The core difference comes down to validity. Friendly fraud chargebacks are fabricated by customers for personal gain. Legitimate dispute chargebacks have merit due to a real problem with the purchase.
Being able to distinguish between the two is critical for merchants. It enables you to identify bogus-friendly fraud claims while also promptly addressing legitimate issues to maintain customer satisfaction.
5 Red Flags of Friendly Fraud
Friendly fraudsters rely on deception and exploitation. But their misleading tactics often leave behind telltale signs. Here are five red flags for merchants to watch out for:
Multiple Orders to the Same Address
Fraudsters will often test stolen card numbers by making multiple small purchases shipped to a single address. The fraudster uses the address to intercept the goods and see if the charges go through. Watch for a flurry of orders from different cards but the same recipient. This highly suggests coordinated friendly fraud rather than legitimate individual purchases. Carefully track shipments to repetitive addresses to identify potential fraud patterns.
Orders with Expedited Shipping
When a customer urgently requests fast shipping such as overnight or same-day delivery, it may indicate an attempt to obtain goods quickly before the stolen card is reported. Fraudsters know the shorter the turnaround, the higher the chances of success. Legitimate customers are less likely to insist on rushed shipping at premium costs for regular purchases. Scrutinize orders demanding immediate shipping that also display other red flag behaviors.
Small, expensive items like electronics, jewelry, gift cards, or digital goods tend to be targeted more by friendly fraud given their high resale value. Fraudsters know these in-demand products can easily be resold at a profit. Be especially wary of large quantities of risky products, particularly when combined with other suspicious indicators. Have strict review procedures for high-risk categories.

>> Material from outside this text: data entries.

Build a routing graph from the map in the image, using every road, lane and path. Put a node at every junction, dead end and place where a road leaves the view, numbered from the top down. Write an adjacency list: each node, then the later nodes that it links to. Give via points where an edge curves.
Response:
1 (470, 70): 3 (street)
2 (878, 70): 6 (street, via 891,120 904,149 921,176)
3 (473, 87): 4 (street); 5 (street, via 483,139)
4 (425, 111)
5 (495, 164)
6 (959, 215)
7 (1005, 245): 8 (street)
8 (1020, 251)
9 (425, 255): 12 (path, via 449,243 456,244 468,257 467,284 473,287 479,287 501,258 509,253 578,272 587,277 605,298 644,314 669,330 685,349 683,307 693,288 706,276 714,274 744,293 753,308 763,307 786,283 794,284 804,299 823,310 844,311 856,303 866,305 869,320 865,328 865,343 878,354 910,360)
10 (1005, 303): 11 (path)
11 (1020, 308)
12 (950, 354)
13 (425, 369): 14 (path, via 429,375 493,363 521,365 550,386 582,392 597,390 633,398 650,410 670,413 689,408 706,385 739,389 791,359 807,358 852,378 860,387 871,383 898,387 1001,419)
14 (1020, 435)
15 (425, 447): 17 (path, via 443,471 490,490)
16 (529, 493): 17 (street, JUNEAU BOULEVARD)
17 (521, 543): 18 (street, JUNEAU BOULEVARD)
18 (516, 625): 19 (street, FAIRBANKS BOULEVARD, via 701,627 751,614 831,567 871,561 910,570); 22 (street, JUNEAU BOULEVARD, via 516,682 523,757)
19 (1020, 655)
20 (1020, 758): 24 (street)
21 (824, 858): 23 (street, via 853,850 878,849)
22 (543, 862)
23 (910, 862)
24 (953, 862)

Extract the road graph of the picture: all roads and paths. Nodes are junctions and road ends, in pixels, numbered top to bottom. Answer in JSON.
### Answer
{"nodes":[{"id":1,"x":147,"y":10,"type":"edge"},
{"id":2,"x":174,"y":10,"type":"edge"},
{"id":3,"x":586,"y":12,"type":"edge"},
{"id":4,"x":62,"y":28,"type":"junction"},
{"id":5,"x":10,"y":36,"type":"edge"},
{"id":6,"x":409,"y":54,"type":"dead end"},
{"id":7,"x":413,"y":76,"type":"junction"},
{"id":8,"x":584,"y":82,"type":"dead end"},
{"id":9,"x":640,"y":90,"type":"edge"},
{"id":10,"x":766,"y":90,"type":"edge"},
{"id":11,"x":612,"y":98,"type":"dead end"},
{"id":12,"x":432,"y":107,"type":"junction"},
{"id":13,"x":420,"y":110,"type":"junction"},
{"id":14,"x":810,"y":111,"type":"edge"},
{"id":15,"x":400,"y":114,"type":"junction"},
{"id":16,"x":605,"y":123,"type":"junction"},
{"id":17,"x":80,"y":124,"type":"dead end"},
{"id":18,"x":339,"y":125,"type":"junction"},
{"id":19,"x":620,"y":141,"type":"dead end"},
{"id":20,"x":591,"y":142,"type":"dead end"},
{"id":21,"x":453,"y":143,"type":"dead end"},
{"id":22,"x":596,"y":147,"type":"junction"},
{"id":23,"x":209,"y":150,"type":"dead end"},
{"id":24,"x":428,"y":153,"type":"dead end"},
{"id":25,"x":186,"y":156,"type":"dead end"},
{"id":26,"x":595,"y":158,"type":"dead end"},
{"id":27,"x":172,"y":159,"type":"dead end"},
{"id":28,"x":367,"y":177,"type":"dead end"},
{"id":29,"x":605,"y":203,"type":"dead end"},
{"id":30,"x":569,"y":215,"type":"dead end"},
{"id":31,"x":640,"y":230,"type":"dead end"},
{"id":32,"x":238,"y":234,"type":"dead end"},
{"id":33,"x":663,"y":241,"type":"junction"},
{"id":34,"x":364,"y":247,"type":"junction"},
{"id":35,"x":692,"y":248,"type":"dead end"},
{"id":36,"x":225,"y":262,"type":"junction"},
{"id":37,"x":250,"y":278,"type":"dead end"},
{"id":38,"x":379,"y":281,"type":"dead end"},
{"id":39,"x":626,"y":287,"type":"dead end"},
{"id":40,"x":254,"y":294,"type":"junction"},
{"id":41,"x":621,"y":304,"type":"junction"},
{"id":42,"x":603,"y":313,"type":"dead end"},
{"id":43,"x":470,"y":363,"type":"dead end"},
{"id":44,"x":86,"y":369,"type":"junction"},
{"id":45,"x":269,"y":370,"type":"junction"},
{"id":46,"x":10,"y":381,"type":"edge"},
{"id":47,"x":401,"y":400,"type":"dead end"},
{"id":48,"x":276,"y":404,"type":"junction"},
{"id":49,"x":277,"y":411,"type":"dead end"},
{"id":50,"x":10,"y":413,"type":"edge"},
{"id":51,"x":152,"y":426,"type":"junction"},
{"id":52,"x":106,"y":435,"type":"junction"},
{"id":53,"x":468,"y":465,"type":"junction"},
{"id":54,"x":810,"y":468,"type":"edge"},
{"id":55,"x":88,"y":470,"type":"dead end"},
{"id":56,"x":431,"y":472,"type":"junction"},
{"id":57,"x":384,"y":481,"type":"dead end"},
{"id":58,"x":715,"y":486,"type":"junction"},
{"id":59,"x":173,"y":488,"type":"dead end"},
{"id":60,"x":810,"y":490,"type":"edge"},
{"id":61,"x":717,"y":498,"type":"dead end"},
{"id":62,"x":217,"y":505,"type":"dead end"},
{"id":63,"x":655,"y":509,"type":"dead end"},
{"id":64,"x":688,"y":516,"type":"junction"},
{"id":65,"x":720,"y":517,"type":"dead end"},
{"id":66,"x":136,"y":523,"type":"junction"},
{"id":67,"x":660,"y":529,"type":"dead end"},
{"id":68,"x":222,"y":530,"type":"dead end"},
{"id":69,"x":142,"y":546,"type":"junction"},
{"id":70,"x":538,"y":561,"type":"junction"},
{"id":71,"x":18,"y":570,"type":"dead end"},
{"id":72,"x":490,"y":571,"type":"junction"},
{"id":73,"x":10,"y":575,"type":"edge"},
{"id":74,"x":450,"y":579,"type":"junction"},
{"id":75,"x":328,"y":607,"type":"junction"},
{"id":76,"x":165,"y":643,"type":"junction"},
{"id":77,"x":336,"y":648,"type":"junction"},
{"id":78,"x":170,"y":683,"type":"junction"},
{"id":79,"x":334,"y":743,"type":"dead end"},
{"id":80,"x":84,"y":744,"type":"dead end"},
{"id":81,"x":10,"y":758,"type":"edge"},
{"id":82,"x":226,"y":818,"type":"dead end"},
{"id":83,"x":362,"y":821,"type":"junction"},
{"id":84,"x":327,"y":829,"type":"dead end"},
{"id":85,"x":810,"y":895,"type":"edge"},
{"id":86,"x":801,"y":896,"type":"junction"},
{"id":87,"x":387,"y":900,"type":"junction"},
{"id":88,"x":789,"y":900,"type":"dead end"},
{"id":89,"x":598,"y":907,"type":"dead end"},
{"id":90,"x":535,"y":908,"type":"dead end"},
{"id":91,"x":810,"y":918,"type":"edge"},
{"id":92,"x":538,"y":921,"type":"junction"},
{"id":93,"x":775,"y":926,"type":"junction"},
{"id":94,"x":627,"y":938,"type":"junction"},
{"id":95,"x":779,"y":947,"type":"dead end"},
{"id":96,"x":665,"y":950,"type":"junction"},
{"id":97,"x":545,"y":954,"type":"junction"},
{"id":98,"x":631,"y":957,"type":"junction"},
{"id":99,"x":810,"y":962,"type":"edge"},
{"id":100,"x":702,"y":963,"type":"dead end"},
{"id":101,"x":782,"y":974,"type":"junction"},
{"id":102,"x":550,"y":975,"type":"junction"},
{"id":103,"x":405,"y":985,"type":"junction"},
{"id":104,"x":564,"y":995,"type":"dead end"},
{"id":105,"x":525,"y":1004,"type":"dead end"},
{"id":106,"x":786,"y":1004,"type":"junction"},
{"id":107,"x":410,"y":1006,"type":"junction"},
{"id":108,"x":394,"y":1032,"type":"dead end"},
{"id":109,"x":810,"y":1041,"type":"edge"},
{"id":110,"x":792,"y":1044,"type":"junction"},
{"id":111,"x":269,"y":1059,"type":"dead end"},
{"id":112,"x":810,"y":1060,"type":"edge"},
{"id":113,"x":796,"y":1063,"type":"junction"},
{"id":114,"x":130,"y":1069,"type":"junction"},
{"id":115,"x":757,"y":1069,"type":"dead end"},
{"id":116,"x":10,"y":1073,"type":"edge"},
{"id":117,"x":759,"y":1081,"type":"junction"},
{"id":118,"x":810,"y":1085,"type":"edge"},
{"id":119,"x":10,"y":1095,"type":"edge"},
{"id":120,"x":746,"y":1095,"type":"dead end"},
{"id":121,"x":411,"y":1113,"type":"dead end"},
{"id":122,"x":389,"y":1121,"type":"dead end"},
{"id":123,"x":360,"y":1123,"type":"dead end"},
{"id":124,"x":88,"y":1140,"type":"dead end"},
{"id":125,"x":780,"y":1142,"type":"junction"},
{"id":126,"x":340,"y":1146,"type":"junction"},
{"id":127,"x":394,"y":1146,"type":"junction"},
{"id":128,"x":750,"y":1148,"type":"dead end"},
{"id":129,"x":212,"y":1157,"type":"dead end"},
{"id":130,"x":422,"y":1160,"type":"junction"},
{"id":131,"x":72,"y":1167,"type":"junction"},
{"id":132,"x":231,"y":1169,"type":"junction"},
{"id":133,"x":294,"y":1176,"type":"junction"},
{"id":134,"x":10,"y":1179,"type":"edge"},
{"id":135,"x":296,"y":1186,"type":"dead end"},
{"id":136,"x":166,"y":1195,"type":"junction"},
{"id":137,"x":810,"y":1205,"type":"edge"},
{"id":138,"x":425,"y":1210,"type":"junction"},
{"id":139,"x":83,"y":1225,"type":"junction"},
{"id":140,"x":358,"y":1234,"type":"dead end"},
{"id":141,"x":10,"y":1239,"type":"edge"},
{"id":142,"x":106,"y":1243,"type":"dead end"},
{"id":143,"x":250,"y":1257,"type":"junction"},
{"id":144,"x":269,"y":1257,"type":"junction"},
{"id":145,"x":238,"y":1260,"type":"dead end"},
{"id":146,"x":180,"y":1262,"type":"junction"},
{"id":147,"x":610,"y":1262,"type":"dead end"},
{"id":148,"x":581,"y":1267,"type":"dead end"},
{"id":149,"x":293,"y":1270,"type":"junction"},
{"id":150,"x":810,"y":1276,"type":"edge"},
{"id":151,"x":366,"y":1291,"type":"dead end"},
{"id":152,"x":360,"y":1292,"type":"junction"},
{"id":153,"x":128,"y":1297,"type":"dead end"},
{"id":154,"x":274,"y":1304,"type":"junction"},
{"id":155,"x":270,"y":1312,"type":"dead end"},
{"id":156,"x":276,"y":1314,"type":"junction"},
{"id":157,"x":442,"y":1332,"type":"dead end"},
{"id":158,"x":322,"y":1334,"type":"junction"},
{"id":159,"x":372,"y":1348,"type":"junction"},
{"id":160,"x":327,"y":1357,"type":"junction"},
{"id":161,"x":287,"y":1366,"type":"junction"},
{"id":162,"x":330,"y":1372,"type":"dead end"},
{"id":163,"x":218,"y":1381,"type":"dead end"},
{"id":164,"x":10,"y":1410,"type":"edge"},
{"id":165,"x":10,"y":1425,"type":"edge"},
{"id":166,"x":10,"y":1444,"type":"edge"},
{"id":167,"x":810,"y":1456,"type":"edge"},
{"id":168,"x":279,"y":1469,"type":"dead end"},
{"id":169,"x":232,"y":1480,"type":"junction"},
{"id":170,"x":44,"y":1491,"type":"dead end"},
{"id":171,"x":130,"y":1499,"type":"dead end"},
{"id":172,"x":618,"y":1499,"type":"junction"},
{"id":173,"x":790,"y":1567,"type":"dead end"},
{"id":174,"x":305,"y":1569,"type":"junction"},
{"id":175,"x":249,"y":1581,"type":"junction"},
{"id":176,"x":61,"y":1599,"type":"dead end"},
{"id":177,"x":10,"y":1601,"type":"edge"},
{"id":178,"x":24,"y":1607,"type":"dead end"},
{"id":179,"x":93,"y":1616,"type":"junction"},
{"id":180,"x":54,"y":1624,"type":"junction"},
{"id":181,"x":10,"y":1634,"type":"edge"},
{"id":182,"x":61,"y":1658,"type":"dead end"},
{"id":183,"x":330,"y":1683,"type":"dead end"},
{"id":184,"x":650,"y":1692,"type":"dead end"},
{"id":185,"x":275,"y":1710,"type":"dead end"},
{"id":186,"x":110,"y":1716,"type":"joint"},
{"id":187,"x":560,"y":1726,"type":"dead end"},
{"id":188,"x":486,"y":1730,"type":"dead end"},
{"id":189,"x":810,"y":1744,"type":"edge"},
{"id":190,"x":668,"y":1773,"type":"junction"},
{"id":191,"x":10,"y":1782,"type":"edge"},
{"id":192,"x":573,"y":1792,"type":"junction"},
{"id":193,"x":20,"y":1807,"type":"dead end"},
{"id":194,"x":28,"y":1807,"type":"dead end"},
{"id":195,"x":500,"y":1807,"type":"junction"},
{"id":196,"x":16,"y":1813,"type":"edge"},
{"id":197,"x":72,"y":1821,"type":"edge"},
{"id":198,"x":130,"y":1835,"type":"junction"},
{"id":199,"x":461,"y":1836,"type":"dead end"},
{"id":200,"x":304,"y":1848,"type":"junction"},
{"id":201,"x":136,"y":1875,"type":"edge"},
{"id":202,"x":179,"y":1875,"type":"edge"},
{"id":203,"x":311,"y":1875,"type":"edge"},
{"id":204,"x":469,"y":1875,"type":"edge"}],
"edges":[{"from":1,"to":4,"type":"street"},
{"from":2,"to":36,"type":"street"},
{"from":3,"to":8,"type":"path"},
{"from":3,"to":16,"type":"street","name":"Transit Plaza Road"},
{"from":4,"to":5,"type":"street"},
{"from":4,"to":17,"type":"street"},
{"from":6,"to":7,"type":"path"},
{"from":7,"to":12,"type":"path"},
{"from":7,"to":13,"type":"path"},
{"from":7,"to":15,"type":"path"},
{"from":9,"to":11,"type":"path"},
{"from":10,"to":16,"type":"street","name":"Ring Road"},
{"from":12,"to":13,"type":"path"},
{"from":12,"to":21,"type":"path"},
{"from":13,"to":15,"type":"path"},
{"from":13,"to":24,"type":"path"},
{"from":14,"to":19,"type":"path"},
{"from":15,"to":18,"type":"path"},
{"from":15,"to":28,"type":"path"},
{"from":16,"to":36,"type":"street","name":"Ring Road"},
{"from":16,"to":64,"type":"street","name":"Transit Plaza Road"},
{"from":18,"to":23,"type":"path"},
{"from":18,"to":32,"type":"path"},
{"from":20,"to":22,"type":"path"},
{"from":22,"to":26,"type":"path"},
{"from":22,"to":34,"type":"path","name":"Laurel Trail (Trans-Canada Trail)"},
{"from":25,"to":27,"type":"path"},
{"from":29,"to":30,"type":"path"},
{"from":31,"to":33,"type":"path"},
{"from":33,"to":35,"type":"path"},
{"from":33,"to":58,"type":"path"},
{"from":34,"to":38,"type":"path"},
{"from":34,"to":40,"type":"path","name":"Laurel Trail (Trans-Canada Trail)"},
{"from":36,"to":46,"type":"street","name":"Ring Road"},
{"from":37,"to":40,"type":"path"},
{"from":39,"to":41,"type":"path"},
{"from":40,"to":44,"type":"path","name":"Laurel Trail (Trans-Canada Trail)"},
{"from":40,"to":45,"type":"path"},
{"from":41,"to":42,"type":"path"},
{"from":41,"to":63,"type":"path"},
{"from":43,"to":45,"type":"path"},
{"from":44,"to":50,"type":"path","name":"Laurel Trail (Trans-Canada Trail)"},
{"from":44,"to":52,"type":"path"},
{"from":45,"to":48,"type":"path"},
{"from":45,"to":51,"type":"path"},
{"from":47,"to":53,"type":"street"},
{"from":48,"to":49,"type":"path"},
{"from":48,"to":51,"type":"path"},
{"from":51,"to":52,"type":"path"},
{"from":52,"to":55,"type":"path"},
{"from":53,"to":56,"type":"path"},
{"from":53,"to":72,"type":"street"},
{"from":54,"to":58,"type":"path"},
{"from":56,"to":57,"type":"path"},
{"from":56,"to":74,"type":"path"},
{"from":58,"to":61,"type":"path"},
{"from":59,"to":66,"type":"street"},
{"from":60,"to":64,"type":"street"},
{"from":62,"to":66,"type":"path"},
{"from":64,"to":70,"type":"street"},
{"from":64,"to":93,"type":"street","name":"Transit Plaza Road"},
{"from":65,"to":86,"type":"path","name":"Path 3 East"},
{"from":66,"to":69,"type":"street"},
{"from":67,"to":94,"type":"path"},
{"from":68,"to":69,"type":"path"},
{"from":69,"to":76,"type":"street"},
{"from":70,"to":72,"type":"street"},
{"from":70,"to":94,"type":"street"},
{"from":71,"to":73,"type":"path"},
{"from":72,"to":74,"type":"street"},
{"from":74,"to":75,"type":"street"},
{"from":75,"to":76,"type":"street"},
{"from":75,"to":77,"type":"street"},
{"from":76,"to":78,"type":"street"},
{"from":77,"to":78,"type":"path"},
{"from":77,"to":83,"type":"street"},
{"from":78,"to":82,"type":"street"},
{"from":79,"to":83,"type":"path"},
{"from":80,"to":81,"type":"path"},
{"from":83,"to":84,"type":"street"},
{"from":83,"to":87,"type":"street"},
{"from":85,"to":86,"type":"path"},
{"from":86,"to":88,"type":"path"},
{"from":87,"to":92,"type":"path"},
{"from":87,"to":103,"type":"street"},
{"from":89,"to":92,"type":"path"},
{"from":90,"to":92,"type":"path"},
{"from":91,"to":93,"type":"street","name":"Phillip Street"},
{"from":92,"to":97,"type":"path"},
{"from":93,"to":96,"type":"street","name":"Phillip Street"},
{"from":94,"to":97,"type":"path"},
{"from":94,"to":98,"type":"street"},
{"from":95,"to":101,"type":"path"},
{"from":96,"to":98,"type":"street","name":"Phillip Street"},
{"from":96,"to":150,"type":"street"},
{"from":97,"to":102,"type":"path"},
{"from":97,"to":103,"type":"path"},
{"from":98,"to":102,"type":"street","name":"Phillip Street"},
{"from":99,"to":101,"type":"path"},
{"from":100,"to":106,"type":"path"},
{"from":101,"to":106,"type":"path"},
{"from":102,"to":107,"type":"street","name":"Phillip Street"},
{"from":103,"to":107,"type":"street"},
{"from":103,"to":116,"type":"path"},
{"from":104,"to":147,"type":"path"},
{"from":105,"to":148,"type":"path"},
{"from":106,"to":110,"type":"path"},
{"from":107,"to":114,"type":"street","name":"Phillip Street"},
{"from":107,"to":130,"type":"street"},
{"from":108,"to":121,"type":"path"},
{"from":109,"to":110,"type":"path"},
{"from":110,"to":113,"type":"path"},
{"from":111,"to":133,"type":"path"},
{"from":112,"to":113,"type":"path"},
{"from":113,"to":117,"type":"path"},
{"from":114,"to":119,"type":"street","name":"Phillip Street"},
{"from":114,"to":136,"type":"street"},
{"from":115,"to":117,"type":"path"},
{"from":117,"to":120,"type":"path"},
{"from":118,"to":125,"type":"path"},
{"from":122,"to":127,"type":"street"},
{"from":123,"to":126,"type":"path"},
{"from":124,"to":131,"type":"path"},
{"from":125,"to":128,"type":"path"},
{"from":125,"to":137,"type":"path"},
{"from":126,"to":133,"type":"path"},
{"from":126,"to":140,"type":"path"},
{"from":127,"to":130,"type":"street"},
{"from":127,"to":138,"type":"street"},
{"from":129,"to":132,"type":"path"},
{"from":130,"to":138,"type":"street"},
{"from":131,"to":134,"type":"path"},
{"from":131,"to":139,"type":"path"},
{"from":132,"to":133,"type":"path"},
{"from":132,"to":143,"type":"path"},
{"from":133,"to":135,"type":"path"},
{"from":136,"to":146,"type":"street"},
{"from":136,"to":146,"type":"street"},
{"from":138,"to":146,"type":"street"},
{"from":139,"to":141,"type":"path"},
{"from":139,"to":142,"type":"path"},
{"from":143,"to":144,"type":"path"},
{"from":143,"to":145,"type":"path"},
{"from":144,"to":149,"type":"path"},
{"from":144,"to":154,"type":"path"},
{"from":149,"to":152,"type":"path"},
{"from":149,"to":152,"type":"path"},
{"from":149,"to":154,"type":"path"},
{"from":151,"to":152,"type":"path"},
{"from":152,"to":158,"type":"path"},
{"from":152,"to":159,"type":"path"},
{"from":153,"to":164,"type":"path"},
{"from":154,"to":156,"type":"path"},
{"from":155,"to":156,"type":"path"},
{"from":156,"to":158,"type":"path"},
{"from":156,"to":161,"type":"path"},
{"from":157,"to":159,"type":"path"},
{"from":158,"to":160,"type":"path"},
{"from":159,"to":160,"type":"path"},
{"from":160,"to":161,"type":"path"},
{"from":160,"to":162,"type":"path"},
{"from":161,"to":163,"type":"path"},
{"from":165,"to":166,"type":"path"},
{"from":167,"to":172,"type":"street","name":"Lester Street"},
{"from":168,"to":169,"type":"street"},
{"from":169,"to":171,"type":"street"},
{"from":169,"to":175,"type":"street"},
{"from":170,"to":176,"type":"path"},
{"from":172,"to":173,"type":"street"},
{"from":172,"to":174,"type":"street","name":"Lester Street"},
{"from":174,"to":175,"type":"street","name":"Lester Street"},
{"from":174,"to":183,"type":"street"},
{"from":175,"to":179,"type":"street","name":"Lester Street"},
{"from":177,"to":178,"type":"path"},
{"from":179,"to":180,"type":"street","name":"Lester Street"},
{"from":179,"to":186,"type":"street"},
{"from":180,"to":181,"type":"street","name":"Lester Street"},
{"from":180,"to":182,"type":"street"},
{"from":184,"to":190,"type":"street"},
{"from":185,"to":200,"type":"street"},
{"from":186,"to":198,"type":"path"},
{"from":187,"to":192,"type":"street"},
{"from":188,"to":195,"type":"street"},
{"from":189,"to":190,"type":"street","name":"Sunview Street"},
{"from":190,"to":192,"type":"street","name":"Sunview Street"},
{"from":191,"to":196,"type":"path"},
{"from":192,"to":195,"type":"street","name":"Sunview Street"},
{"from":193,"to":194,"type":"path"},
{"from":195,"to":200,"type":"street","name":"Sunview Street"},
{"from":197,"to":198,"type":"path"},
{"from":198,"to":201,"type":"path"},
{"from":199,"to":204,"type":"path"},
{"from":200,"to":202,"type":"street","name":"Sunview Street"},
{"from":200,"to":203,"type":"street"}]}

Irregular Shopping Patterns
Look for orders that seem out of character for the customer, like dramatically larger purchase amounts or different product categories than normal. Fraudsters often don’t have enough details to mimic a customer’s typical shopping habits. The discrepancies in past behavior are a clue the purchase may not be legitimate. Rigorously analyze transaction histories to detect abnormal spikes or shifts away from regular purchase patterns.
Multiple Failed Payments
If you see multiple declined authorization attempts on the same card number, it likely means the real cardholder reported fraud, and their card was blocked. A fraudster may persist trying different products to see if a charge goes through. But once a card is flagged, even initial payments won’t succeed. Multiple failures in a short timeframe strongly indicate stolen payment details being tested. Have processes to quickly identify and halt repeat failed charges.
The bottom line – looking out for those sneaky red flags can help merchants stop fraudsters in their tracks. When you know the signs to watch for, you can catch bogus disputes and protect your hard-earned money.
By understanding what makes a chargeback legit versus friendly fraud, merchants gain the power to manage disputes properly. That’s the key to keeping more revenue, lowering fees, and keeping customers happy.